Searching over 5,500,000 cases.


searching
Buy This Entire Record For $7.95

Official citation and/or docket number and footnotes (if any) for this case available with purchase.

Learn more about what you receive with purchase of this case.

United States v. Becknell

United States District Court, Tenth Circuit

September 10, 2013

United States of America, Plaintiff,
v.
Amos Becknell, Defendant.

MEMORANDUM AND ORDER

J. THOMAS MARTEN, JUDGE

Defendant Amos Becknell faces one count of possession of cocaine with intent to distribute, one count of possessing a firearm in furtherance of a drug trafficking crime, and three felon-in-possession counts.
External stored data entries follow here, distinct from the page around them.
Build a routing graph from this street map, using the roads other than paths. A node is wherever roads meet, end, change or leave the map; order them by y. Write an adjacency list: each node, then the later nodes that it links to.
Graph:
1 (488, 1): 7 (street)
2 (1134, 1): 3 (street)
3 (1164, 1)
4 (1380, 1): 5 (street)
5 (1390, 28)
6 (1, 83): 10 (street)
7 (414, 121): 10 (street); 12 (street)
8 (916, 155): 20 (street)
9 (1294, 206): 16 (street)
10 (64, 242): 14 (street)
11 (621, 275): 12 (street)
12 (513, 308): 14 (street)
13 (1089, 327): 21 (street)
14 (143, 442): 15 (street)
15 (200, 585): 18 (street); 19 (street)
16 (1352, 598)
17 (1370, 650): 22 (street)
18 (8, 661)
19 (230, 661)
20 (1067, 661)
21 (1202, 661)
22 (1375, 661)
The court has before it two motions in limine by the United States. First, in its Motion in Limine (Dkt. 36), the government requests that the court prevent the defendant, Amos Becknell, from arguing a justification defense and deny inclusion of a justification jury instruction. Second, in its Notice of Intent to Introduce Evidence (Dkt. 38), the government requests an in limine ruling that certain evidence is admissible at trial under Federal Rule of Evidence 404(b). After reviewing the briefs and holding a hearing on September 3, 2013, the court is prepared to rule.

I. Justification Defense

Anticipating that Becknell will defend his felon-in-possession charges by employing a justification defense, the government moves the court to prohibit him from doing so. Becknell responds that his defense will be that he did not possess the firearms identified in the indictment, and he asks the court to deny the motion in limine as moot.
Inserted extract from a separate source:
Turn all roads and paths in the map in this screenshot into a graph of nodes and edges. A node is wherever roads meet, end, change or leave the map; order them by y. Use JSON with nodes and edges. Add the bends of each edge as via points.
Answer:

The court finds that Becknell’s statement as to what he intends to argue at trial does not render the issue moot. Because Becknell is not bound by his statement, he would still be free to argue justification at trial. However, with Becknell’s assurance that restricting his use of the justification defense will not affect him, the court grants the government’s motion in limine.

II. 404(b) Evidence

On February 28, 2003, the Wichita Police Department executed a search warrant at a residence and found a firearm. The police had observed Becknell at the residence on numerous occasions, including one instance several days before the warrant execution when Becknell answered the door after officers knocked. While police were executing the warrant, Becknell arrived at the residence. Officers patted him down, finding marijuana and two bags of crack cocaine on his person. Becknell was convicted for possession of cocaine, possession of marijuana, and two counts of no tax stamp. He was not charged with possession of a firearm.

Over a year later on August 23, 2004, Wichita police officers contacted Becknell when they were called to a domestic dispute. After a physical altercation with Becknell, the officers searched him and found a .22-caliber Jennings handgun and crack cocaine. Becknell was convicted of possession of cocaine and being a felon in possession of a firearm.

In its Notice of Intent to Introduce Evidence, the government seeks a preliminary ruling allowing it to introduce these events at trial as prior bad acts pursuant to Federal Rule of Evidence 404(b). “Evidence of a crime, wrong or other act is not admissible to prove a person’s character in order to show that on a particular occasion the person acted in accordance with the character.” Fed.R.Evid. 404(b)(1). However, “[t]his evidence may be admissible for another purpose, such as proving motive, opportunity, intent, preparation, plan, knowledge, identity, absence of mistake, or lack of accident.” Fed.R.Evid. 404(b)(2). For evidence of other acts to be admissible pursuant to Rule 404(b), the evidence must thus be offered for a proper purpose, and it must be relevant. See Huddleston v. United States, 485 U.S. 681, 691–92 (1988). The trial court must identify a reason for admitting the evidence, see United States v. Cardall, 885 F.2d 656, 671 (10th Cir. 1989), and must make a determination that the prejudicial effect of the evidence does not substantially outweigh its probative value, see United States v. Cuch, 842 F.2d 1173, 1176 (10th Cir.1988); Fed.R.Evid. 403. The decision to admit or exclude evidence pursuant to Rules 404(b) and 403 is within the trial court’s sound discretion. See United States v. Lugo, 170 F.3d 996, 1005 (10th Cir.1999).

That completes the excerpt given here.